Le départ de Grimm pour l’université de Leipzig mit fin pour le moment à cette correspondance. Il allait faire la connaissance personnelle et entendre les leçons de l’illustre professeur! Gottsched l’accueillit paternellement; il lui donna des conseils au sujet de sa pièce, lui indiqua des lectures à faire, si bien que le jeune homme finit par mettre de côté son premier essai et par refaire l’ouvrage sur un nouveau plan. Ainsi refondue, Banise parut, en 1743, dans l’un des volumes du Théâtre allemand. L’auteur avait alors vingt ans. il la revit encore, et, nous dit-on, l’améliora considérablement pour la seconde édition du recueil où elle figurait. Le succès ne se borna pas, d’ailleurs, à l’honneur de l’impression.
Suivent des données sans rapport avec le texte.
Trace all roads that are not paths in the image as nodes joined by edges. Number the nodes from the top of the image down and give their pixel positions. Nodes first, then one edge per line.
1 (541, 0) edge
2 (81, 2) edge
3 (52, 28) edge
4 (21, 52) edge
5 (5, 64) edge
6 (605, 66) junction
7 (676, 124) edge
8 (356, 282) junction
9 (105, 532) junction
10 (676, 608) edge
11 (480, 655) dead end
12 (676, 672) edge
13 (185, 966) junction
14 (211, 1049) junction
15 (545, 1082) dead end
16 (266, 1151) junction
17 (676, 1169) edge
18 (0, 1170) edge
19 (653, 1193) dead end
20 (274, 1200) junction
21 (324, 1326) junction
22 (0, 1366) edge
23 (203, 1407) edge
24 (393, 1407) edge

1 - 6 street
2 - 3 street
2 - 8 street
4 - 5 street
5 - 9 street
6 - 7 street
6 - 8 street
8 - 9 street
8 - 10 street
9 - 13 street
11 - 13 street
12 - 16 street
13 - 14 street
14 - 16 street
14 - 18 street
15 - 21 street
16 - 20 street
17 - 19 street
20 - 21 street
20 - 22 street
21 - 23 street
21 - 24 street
La pièce fut représentée, en 1747, à Strasbourg et à Francfort, et, à ce que nous assure Gottsched, aux applaudissemens des spectateurs. Les lecteurs de Goethe se rappelleront peut-être que Wilhelm Meister avait trouvé la Deutsche Schaubühne dans la bibliothèque de son grand-père, et que Chaumigrem, le tyran de la tragédie de Grimm, figure parmi les personnages du théâtre de marionnettes. Une gloire à laquelle Grimm fut certainement plus sensible encore est la flatterie recherchée dont Banise fournit l’occasion à Frédéric. Le roi, la première fois qu’il reçut Grimm, l’accueillit en lui déclamant le commencement de la pièce et en y mettant une verve dont le souvenir, longtemps après, attendrissait encore l’auteur. On se demande comment Frédéric, assez peu versé dans la littérature allemande, savait ces vers par cœur. Les avait-il appris tout exprès ? Un juge plus compétent, il faut le dire, s’était montré moins flatteur. Lessing rangeait Banise au nombre des pièces qu’il reprochait à Gottsched d’avoir fait fabriquer à la mode française au lieu de consulter le goût et le génie de sa nation. Mais à l’époque où Lessing s’exprimait ainsi, Grimm, nous le verrons, était devenu de l’avis de son critique et ne demandait pas mieux que de brûler lui-même ce qu’il avait adoré.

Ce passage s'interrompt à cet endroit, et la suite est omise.